Venerdì 11 Settembre 2009

Questi i risultati dei test di ammissione alle classi terza e quarta della scuola Lasalle: 99 domande e 3 ammessi, 115 richieste, 5 selezionati.

Zwavi: un piccolo cartello comunica che il giorno dopo verranno aperte le iscrizione alla prima classe dell’asilo. L’orario segnato è alle 9, ma alle 9 e 15 si chiudono i cancelli.

Forse verrebbe da pensare che le scuole dei missionari, fratelli cristiani a Meki e suore salesiane a Zwai, abbiano aule piccole, ma non è così: la scuola di Meki ha in totale, divisi nelle 12 classi del sistema etiopico, 1580 studenti, la classe d’asilo di Zwai ha 60-70 bambini.

Alle 9 di sera, davanti all’asilo c’era chi prendeva posto per essere il primo della fila dopo una notte passata in coda; 500 le richieste quando hanno chiuso i cancelli.

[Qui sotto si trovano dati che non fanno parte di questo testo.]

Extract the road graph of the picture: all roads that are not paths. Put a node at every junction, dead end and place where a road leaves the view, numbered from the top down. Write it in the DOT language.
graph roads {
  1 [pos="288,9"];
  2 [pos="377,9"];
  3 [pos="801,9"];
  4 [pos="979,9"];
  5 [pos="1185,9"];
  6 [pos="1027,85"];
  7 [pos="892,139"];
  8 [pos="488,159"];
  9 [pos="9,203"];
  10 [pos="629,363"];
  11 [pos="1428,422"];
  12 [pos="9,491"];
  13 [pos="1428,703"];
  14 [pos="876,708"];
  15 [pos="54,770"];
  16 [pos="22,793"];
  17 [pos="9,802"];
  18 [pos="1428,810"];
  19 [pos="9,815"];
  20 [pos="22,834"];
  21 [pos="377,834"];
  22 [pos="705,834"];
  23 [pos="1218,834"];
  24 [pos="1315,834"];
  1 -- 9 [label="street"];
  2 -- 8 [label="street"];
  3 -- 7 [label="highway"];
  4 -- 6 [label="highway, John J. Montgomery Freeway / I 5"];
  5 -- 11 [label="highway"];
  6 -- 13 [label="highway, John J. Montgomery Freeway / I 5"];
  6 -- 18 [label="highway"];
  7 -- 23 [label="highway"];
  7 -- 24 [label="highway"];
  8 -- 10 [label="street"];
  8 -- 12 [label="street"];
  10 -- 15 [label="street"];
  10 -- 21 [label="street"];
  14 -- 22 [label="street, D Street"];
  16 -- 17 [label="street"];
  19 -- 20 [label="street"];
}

Studiare in una scuola come la Lasalle di Meki significa che, dopo duri sacrifici (si studia dalle 8 alle 5 del pomeriggio, con una pausa pranzo di un’ora e mezza, dove chi non ha i mezzi non mangia), si sarà ammessi all’università.

Qui in Etiopia le classi sono 12, c’è un esame tra la classe 10a e l’11a, due anni di preparazione per l’università (11 e 12), poi un esame di ammissione. Chi lo passa va all’università e la possibilità di scelta della facoltà dipende dal voto ottenuto: migliore il voto, più ampia la scelta.

135 - 133, 130 - 129: questi i risultati degli esami di ammissione alla classe 11a e all’università: praticamente la totalità degli studenti.

Qui l’università significa lavoro, significa sicurezza e realizzazione. E’ gratuita, o meglio: si paga a rate quando si lavorerà, terminati gli studi.

Chi non entra al Lasalle o all’asilo delle salesiane di Zwai andrà in una scuola governativa, dove la certezza di arrivare all’università non c’è.

Ma allora, quei tre ammessi alla terza, quei 5 ammessi alla quarta, i bambini che entrano nell’asilo?

Nel caso dell’asilo le suore sanno che i bambini che entrano nelle loro scuole verranno seguiti fino all’università, e vogliono scegliere quelli che più ne hanno bisogno. Quei 500 che hanno richiesto l’ammissione per i propri figli sono stati sottoposti ad un’intervista, volta a conoscerne la vita economica e sociale: si darà precedenza ai più bisognosi.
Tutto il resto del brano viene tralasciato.